◆ WORK TO BE COMPLETED: Scan the material and copy every line in which "آباد" appears.

● ● ●

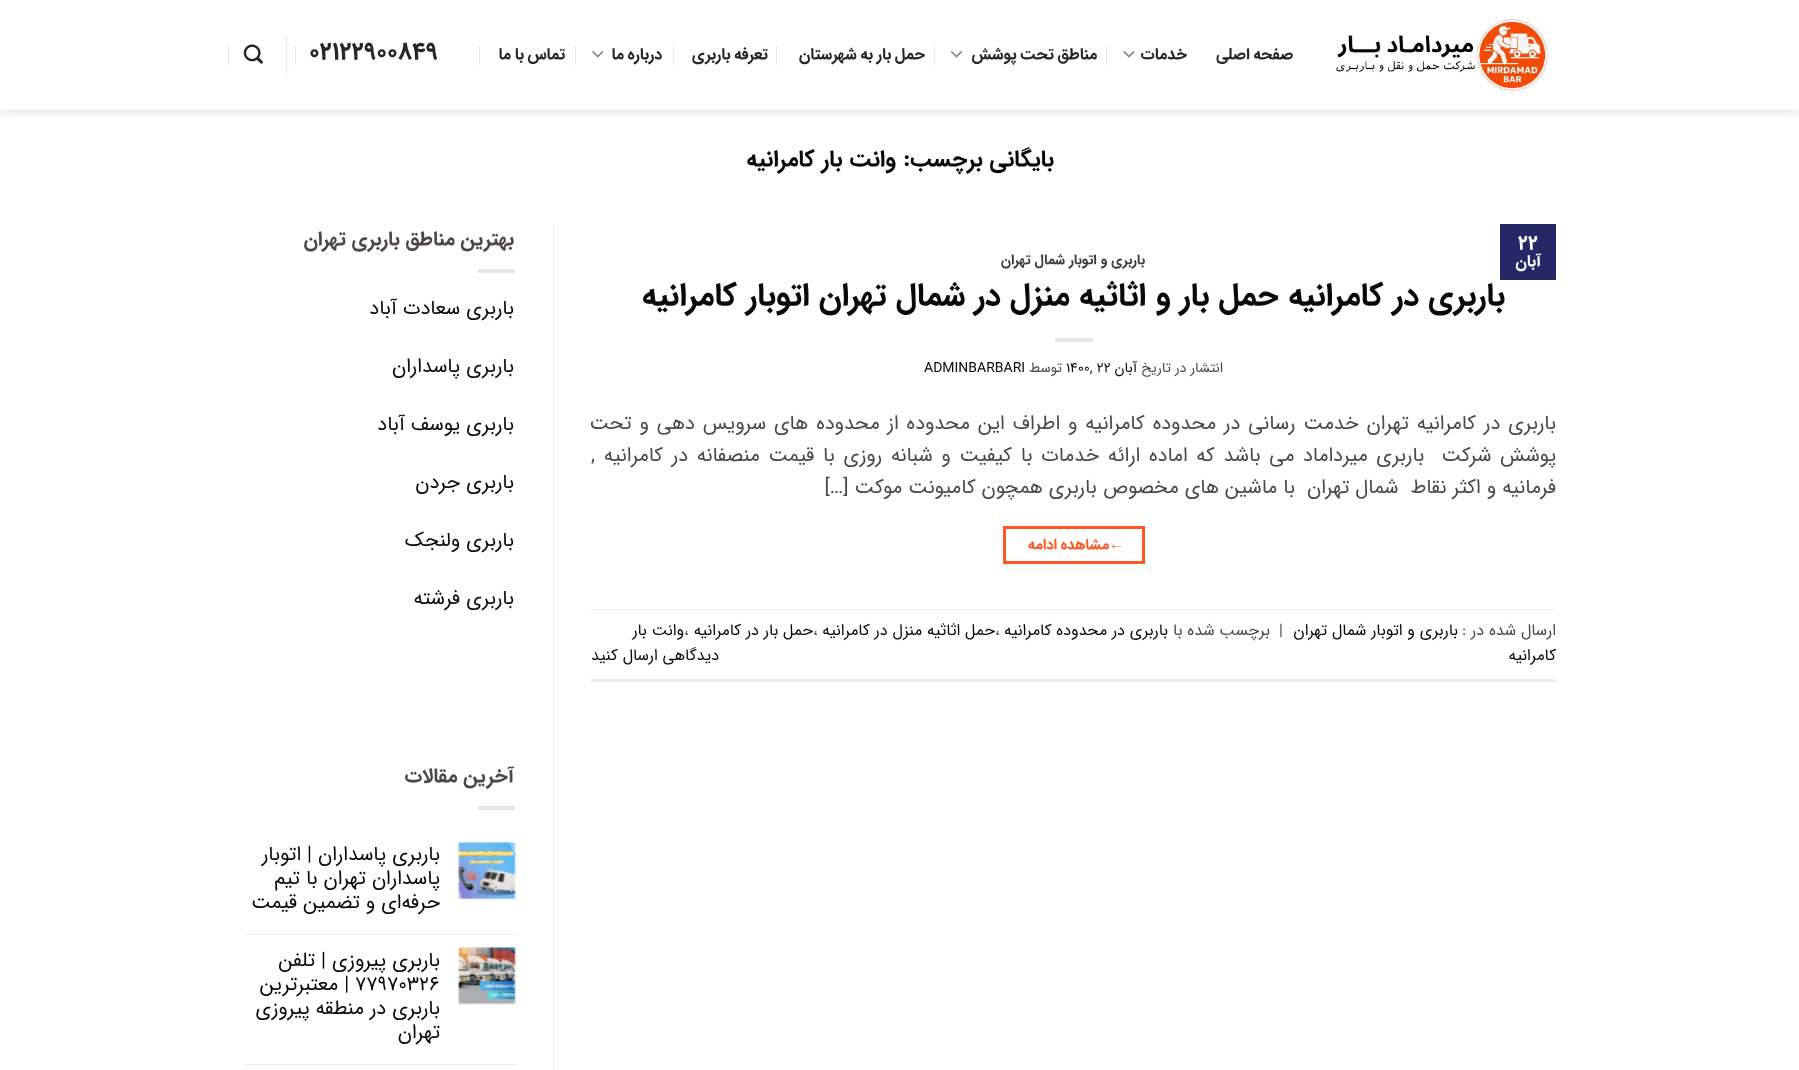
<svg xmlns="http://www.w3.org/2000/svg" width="1799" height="1070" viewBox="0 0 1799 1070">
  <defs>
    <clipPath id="clip1"><path d="M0 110h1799v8H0z"/></clipPath>
  </defs>
  <rect width="100%" height="100%" fill="#fff"/>
  <g clip-path="url(#clip1)">
    <path d="M1 1h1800v110H1z" fill="#00000026" filter="blur(6px)"/>
  </g>
  <image x="1336" y="19" width="212" height="72" href="img/1.png"/>
  <image x="1123" y="51" width="12" height="7" href="img/2.png"/>
  <path d="M1106 46h1v19H1106z" fill="#e6e6e6"/>
  <image x="951" y="51" width="11" height="7" href="img/3.png"/>
  <path d="M934 46h1v19H934z" fill="#e6e6e6"/>
  <path d="M776 46h1v19H776z" fill="#e6e6e6"/>
  <path d="M673 46h1v19H673z" fill="#e6e6e6"/>
  <image x="592" y="51" width="12" height="7" href="img/4.png"/>
  <path d="M575 46h1v19H575z" fill="#e6e6e6"/>
  <path d="M479 46h1v19H479z" fill="#e6e6e6"/>
  <path d="M295 46h1v19H295z" fill="#e6e6e6"/>
  <path d="M286 36h1v38H286z" fill="#e6e6e6"/>
  <image x="243" y="44" width="20" height="20" href="img/5.png"/>
  <path d="M228 46h1v19H228z" fill="#e6e6e6"/>
  <path d="M1500 224h56v56H1500z" fill="#242867"/>
  <path d="M1055 338h38v4H1055z" fill="#e6e6e6"/>
  <path d="M1004.5 527.5h139v35H1004.5z" fill="none" stroke="#ff5722" stroke-width="3"/>
  <path d="M591 609h965v1H591z" fill="#ececec"/>
  <path d="M591 679h965v3H591z" fill="#ececec"/>
  <path d="M553 224h1v846H553z" fill="#ececec"/>
  <path d="M478 269h37v4H478z" fill="#e6e6e6"/>
  <path d="M478 806h37v4H478z" fill="#e6e6e6"/>
  <image x="458" y="842" width="58" height="58" href="img/6.png"/>
  <path d="M244 934h271v1H244z" fill="#ececec"/>
  <image x="458" y="947" width="58" height="58" href="img/7.png"/>
  <path d="M244 1064h271v1H244z" fill="#ececec"/>
  <g font-family="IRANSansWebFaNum" font-size="16" font-weight="bold" letter-spacing="0.3" direction="rtl" fill="#262626">
    <text x="1293" y="59" word-spacing="-1">صفحه اصلی</text>
    <text x="1187" y="59">خدمات</text>
    <text x="1097" y="59" word-spacing="-1">مناطق تحت پوشش</text>
    <text x="925" y="59" word-spacing="-1">حمل بار به شهرستان</text>
    <text x="768" y="59" word-spacing="-1">تعرفه باربری</text>
    <text x="662" y="59" word-spacing="-1">درباره ما</text>
    <text x="565" y="59" word-spacing="-1">تماس با ما</text>
  </g>
  <text x="309" y="59" font-family="IRANSansWebFaNum" font-size="24.5" font-weight="bold" letter-spacing="0.25" fill="#262626">02122900849</text>
  <g font-family="IRANSansWebFaNum" font-size="23" font-weight="bold" direction="rtl" fill="#0a0909">
    <text x="1054" y="166">بایگانی برچسب:</text>
    <text x="896" y="166">وانت بار کامرانیه</text>
  </g>
  <text x="1518" y="249" font-family="IRANSansWebFaNum" font-size="20" font-weight="bold" fill="#fff">۲۲</text>
  <text x="1541" y="266" font-family="IRANSansWebFaNum" font-size="16" font-weight="bold" direction="rtl" fill="#fff">آبان</text>
  <text x="1145" y="264" font-family="IRANSansWebFaNum" font-size="14" font-weight="bold" direction="rtl" fill="#3b3b3b">باربری و اتوبار شمال تهران</text>
  <text x="1505" y="305" font-family="IRANSansWebFaNum" font-size="32" font-weight="bold" direction="rtl" fill="#0a0909">باربری در کامرانیه حمل بار و اثاثیه منزل در شمال تهران اتوبار کامرانیه</text>
  <text x="1223" y="372" font-family="IRANSansWebFaNum" font-size="14" direction="rtl" fill="#4f4747">انتشار در تاریخ</text>
  <text x="1137" y="372" font-family="IRANSansWebFaNum" font-size="14" direction="rtl" fill="#0a0909">آبان</text>
  <text x="1066" y="372" font-family="IRANSansWebFaNum" font-size="14" fill="#0a0909">۱۴۰۰, ۲۲</text>
  <text x="1062" y="372" font-family="IRANSansWebFaNum" font-size="14" direction="rtl" fill="#4f4747">توسط</text>
  <text x="924" y="372" font-family="IRANSansWebFaNum" font-size="14" fill="#0a0909">ADMINBARBARI</text>
  <g font-family="IRANSansWebFaNum" font-size="20" direction="rtl" fill="#4f4747">
    <text x="1556" y="429" word-spacing="1.9">باربری در کامرانیه تهران خدمت رسانی در محدوده کامرانیه و اطراف این محدوده از محدوده های سرویس دهی و تحت</text>
    <text x="1556" y="461" word-spacing="2.7" xml:space="preserve">پوشش شرکت  باربری میرداماد می باشد که اماده ارائه خدمات با کیفیت و شبانه روزی با قیمت منصفانه در کامرانیه ,</text>
    <text x="1556" y="493" xml:space="preserve">فرمانیه و اکثر نقاط  شمال تهران  با ماشین های مخصوص باربری همچون کامیونت موکت […]</text>
  </g>
  <text x="1109" y="549" font-family="Liberation Sans" font-size="15" font-weight="bold" letter-spacing="0.5" fill="#ff5722">←</text>
  <text x="1109" y="549" word-spacing="-1" font-family="IRANSansWebFaNum" font-size="15" font-weight="bold" letter-spacing="0.5" direction="rtl" fill="#ff5722">مشاهده ادامه</text>
  <text x="1556" y="635" font-family="IRANSansWebFaNum" font-size="16" direction="rtl" fill="#4f4747">ارسال شده در :</text>
  <text x="1458" y="635" font-family="IRANSansWebFaNum" font-size="16" direction="rtl" fill="#0a0909">باربری و اتوبار شمال تهران</text>
  <text x="1279" y="635" font-family="IRANSansWebFaNum" font-size="16" fill="#4f4747">|</text>
  <text x="1270" y="635" font-family="IRANSansWebFaNum" font-size="16" direction="rtl" fill="#4f4747">برچسب‌ شده با</text>
  <text x="1168" y="635" font-family="IRANSansWebFaNum" font-size="16" direction="rtl" fill="#0a0909">باربری در محدوده کامرانیه</text>
  <text x="995" y="635" font-family="IRANSansWebFaNum" font-size="16" fill="#4f4747">،</text>
  <text x="995" y="635" font-family="IRANSansWebFaNum" font-size="16" direction="rtl" fill="#0a0909">حمل اثاثیه منزل در کامرانیه</text>
  <text x="813" y="635" font-family="IRANSansWebFaNum" font-size="16" fill="#4f4747">،</text>
  <text x="813" y="635" font-family="IRANSansWebFaNum" font-size="16" direction="rtl" fill="#0a0909">حمل بار در کامرانیه</text>
  <text x="684" y="635" font-family="IRANSansWebFaNum" font-size="16" fill="#4f4747">،</text>
  <g font-family="IRANSansWebFaNum" font-size="16" direction="rtl" fill="#0a0909">
    <text x="684" y="635">وانت بار</text>
    <text x="1556" y="660">کامرانیه</text>
    <text x="719" y="660">دیدگاهی ارسال کنید</text>
  </g>
  <text x="514" y="245" font-family="IRANSansWebFaNum" font-size="20" font-weight="bold" direction="rtl" fill="#4f4747">بهترین مناطق باربری تهران</text>
  <g font-family="IRANSansWebFaNum" font-size="20" direction="rtl" fill="#0a0909">
    <text x="514" y="314">باربری سعادت آباد</text>
    <text x="514" y="372">باربری پاسداران</text>
    <text x="514" y="430">باربری یوسف آباد</text>
    <text x="514" y="488">باربری جردن</text>
    <text x="514" y="546">باربری ولنجک</text>
    <text x="514" y="604">باربری فرشته</text>
  </g>
  <text x="514" y="782" font-family="IRANSansWebFaNum" font-size="20" font-weight="bold" direction="rtl" fill="#4f4747">آخرین مقالات</text>
  <g font-family="IRANSansWebFaNum" font-size="20" direction="rtl" fill="#0a0909">
    <text x="440" y="860">باربری پاسداران | اتوبار</text>
    <text x="440" y="884">پاسداران تهران با تیم</text>
    <text x="440" y="908">حرفه‌ای و تضمین قیمت</text>
    <text x="440" y="966">باربری پیروزی | تلفن</text>
  </g>
  <text x="355" y="990" font-family="IRANSansWebFaNum" font-size="20" fill="#0a0909">۷۷۹۷۰۳۲۶</text>
  <g font-family="IRANSansWebFaNum" font-size="20" direction="rtl" fill="#0a0909">
    <text x="349" y="990">| معتبرترین</text>
    <text x="440" y="1014">باربری در منطقه پیروزی</text>
    <text x="440" y="1038">تهران</text>
  </g>
</svg>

● ● ●

◆ EXERCISE SOLUTION:
    <text x="514" y="314">باربری سعادت آباد</text>
    <text x="514" y="430">باربری یوسف آباد</text>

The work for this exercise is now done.